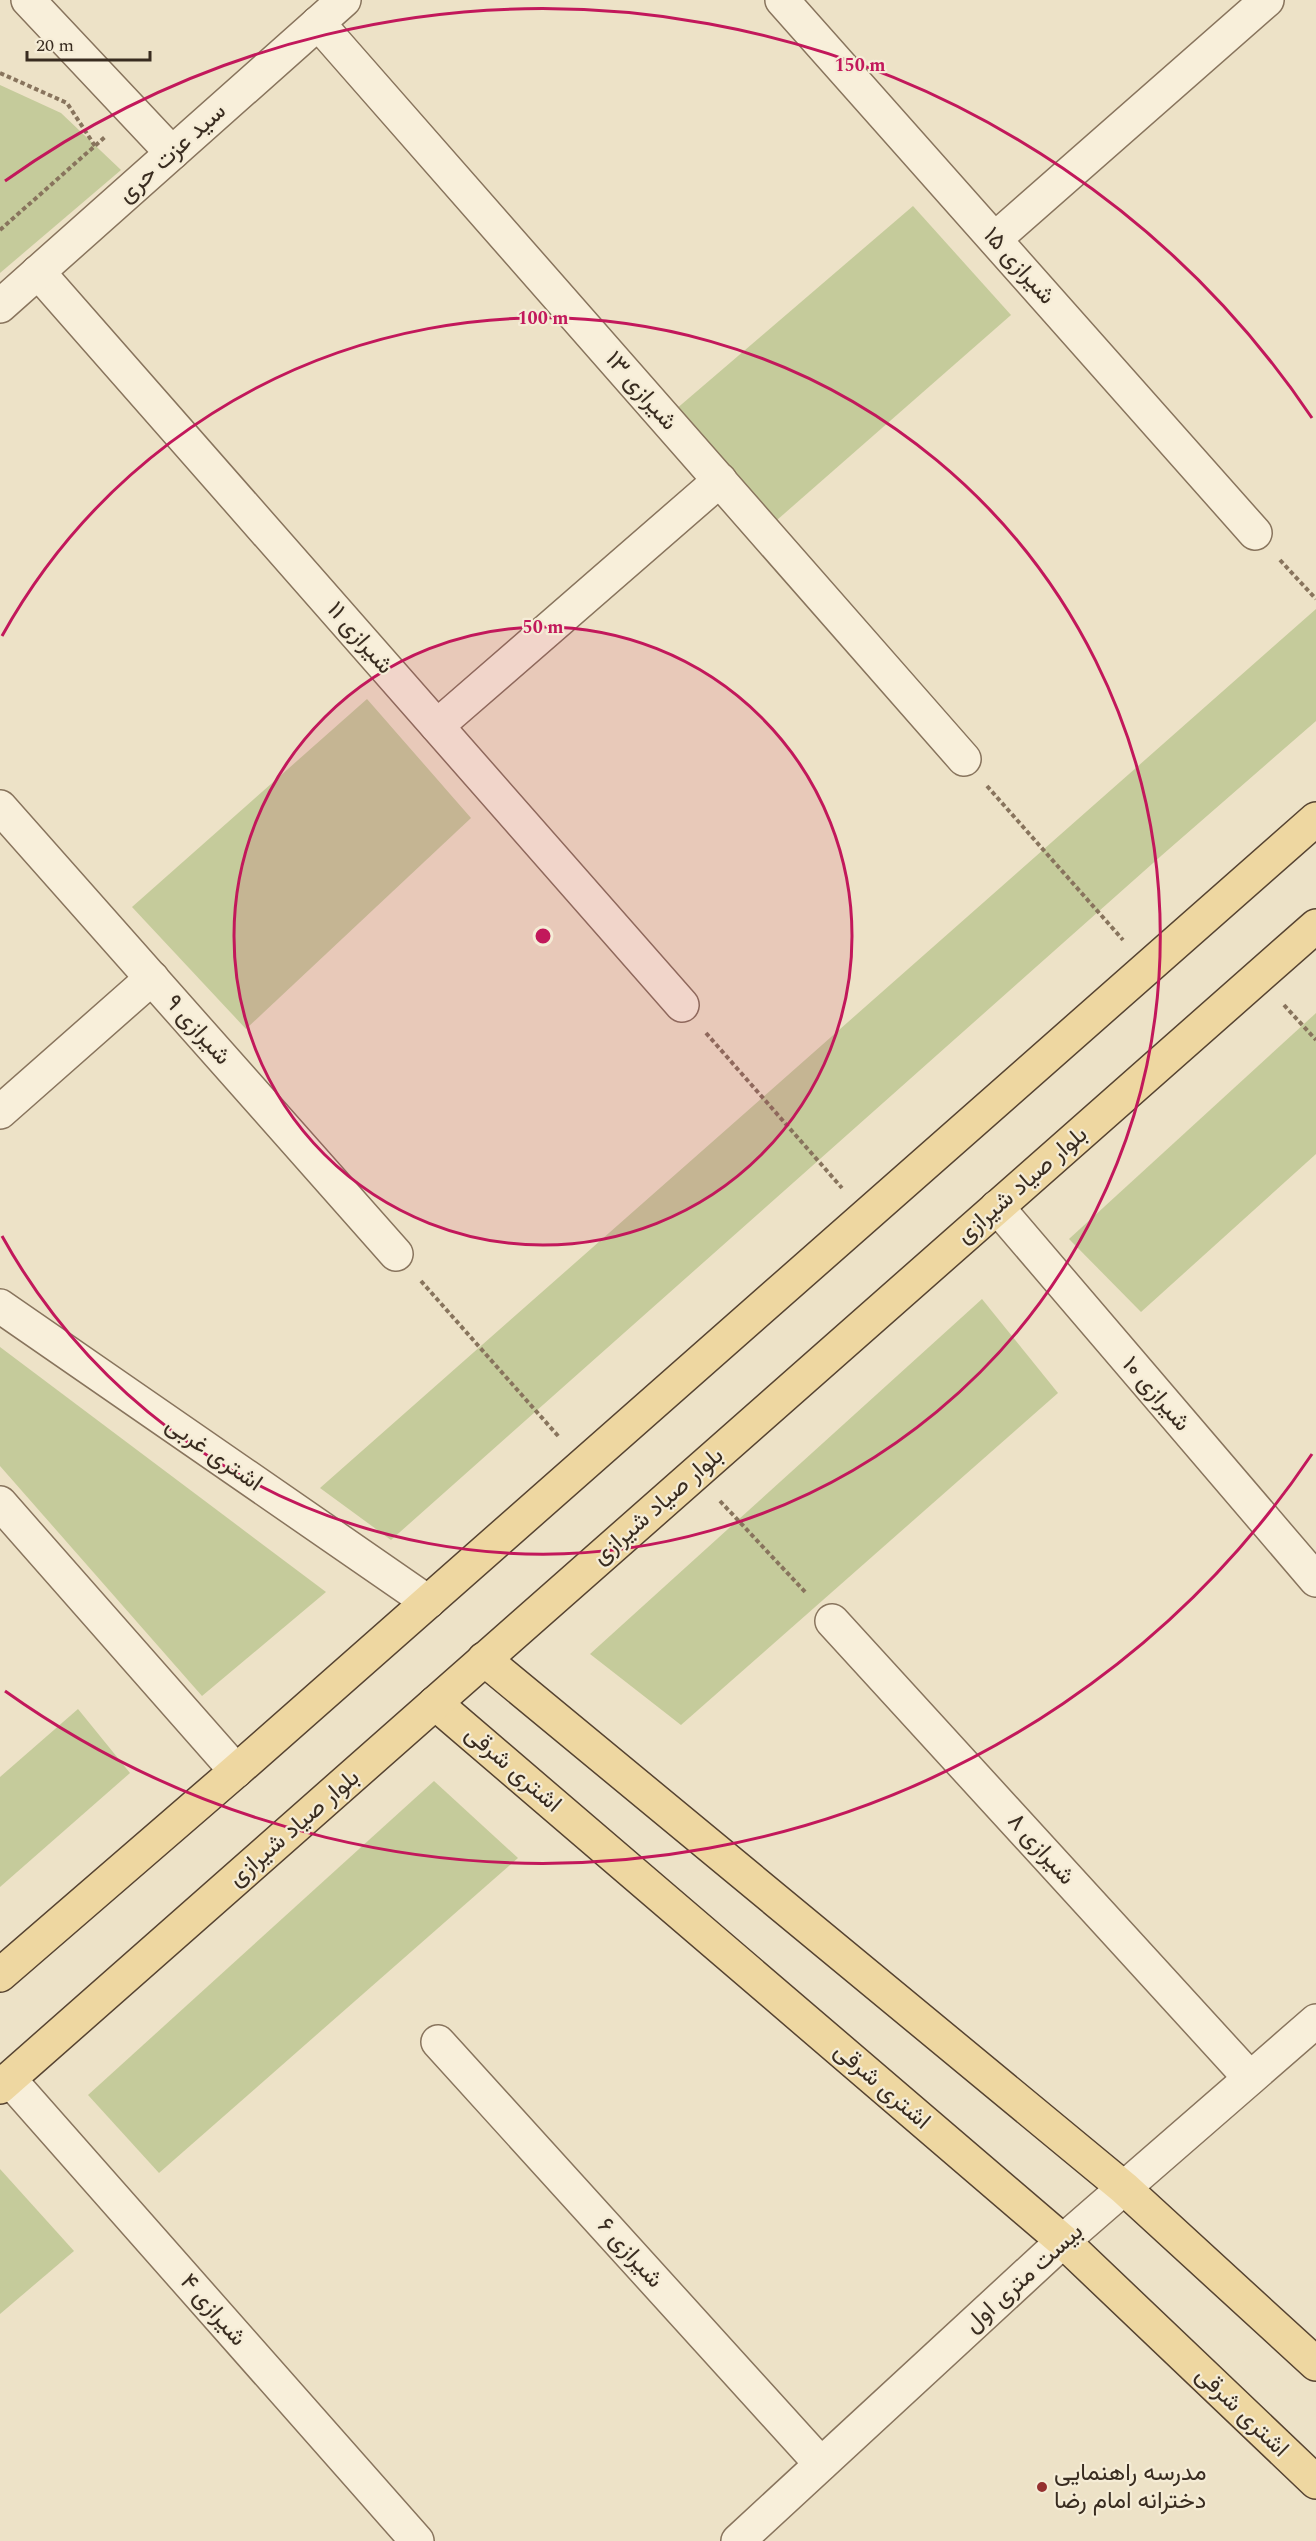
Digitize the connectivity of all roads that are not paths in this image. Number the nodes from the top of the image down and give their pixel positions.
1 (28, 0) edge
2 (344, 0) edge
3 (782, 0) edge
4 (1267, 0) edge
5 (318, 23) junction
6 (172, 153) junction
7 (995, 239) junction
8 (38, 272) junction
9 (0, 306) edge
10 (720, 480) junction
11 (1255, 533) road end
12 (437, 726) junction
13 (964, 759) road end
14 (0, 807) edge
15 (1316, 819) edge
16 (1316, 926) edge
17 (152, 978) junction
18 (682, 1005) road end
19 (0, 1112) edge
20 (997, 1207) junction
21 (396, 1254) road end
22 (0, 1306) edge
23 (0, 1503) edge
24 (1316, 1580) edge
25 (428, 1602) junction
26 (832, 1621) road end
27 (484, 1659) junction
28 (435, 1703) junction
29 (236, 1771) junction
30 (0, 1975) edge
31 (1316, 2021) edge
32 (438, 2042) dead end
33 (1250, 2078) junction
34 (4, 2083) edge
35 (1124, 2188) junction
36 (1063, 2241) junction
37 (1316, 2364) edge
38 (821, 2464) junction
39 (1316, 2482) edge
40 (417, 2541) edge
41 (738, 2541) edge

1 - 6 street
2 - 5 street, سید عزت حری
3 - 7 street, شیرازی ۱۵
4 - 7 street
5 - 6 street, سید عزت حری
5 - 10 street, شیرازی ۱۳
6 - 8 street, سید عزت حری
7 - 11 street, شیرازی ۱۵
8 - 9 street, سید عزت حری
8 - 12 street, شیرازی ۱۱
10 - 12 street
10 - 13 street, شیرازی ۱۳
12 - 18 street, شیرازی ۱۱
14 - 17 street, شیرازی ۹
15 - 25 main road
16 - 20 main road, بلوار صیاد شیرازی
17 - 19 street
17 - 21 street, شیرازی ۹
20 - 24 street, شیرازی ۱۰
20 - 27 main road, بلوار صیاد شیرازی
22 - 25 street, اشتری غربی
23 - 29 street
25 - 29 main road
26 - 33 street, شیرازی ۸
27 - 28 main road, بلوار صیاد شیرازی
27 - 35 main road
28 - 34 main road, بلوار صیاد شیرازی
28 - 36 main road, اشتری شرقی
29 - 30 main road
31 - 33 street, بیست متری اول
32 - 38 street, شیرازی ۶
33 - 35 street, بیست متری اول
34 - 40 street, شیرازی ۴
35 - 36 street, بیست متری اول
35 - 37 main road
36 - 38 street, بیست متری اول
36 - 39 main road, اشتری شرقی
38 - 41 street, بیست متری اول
--*--
■ Task objective
Search the entries for the word "اشتری" and show every line that has it.

■ Task answer
22 - 25 street, اشتری غربی
28 - 36 main road, اشتری شرقی
36 - 39 main road, اشتری شرقی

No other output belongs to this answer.